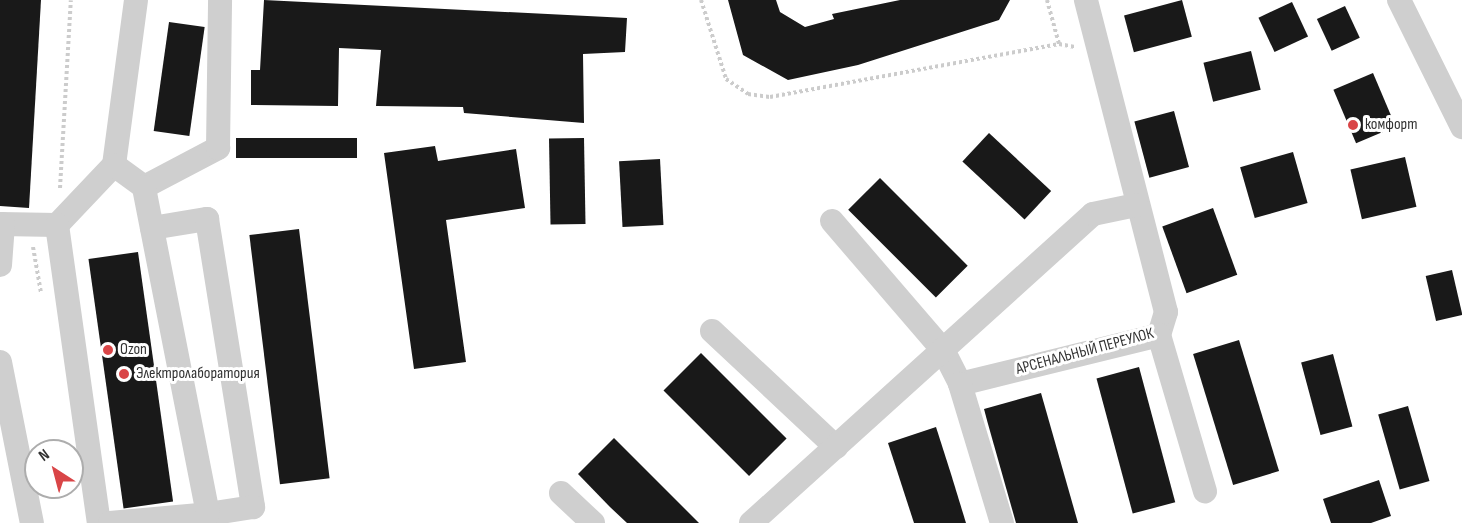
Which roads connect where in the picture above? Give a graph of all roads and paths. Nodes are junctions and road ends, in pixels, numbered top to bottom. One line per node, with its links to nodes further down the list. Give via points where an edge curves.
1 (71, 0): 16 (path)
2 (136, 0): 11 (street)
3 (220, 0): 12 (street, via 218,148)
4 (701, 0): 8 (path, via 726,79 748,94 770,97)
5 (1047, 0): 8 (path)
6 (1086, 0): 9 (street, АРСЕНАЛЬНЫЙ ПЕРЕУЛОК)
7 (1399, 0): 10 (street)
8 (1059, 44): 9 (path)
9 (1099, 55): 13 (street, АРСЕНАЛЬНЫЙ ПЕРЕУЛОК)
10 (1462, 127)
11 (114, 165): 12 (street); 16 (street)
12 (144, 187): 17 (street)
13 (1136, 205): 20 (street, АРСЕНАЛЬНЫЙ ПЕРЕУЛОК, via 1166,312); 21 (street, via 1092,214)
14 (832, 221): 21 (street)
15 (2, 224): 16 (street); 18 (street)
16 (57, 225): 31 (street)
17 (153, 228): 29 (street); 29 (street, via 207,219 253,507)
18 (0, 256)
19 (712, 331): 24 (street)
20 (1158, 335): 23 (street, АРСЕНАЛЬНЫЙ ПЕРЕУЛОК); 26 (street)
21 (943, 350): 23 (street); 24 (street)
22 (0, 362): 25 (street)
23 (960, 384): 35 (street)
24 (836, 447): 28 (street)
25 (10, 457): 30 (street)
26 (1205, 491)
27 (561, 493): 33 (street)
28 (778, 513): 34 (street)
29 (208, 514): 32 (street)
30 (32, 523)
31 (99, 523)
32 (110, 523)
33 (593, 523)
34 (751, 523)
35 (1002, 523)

**What this task involves:** What is needed is the listing above, repeated verbatim, without its images.

**Response for this exercise:**
Which roads connect where in the picture above? Give a graph of all roads and paths. Nodes are junctions and road ends, in pixels, numbered top to bottom. One line per node, with its links to nodes further down the list. Give via points where an edge curves.
1 (71, 0): 16 (path)
2 (136, 0): 11 (street)
3 (220, 0): 12 (street, via 218,148)
4 (701, 0): 8 (path, via 726,79 748,94 770,97)
5 (1047, 0): 8 (path)
6 (1086, 0): 9 (street, АРСЕНАЛЬНЫЙ ПЕРЕУЛОК)
7 (1399, 0): 10 (street)
8 (1059, 44): 9 (path)
9 (1099, 55): 13 (street, АРСЕНАЛЬНЫЙ ПЕРЕУЛОК)
10 (1462, 127)
11 (114, 165): 12 (street); 16 (street)
12 (144, 187): 17 (street)
13 (1136, 205): 20 (street, АРСЕНАЛЬНЫЙ ПЕРЕУЛОК, via 1166,312); 21 (street, via 1092,214)
14 (832, 221): 21 (street)
15 (2, 224): 16 (street); 18 (street)
16 (57, 225): 31 (street)
17 (153, 228): 29 (street); 29 (street, via 207,219 253,507)
18 (0, 256)
19 (712, 331): 24 (street)
20 (1158, 335): 23 (street, АРСЕНАЛЬНЫЙ ПЕРЕУЛОК); 26 (street)
21 (943, 350): 23 (street); 24 (street)
22 (0, 362): 25 (street)
23 (960, 384): 35 (street)
24 (836, 447): 28 (street)
25 (10, 457): 30 (street)
26 (1205, 491)
27 (561, 493): 33 (street)
28 (778, 513): 34 (street)
29 (208, 514): 32 (street)
30 (32, 523)
31 (99, 523)
32 (110, 523)
33 (593, 523)
34 (751, 523)
35 (1002, 523)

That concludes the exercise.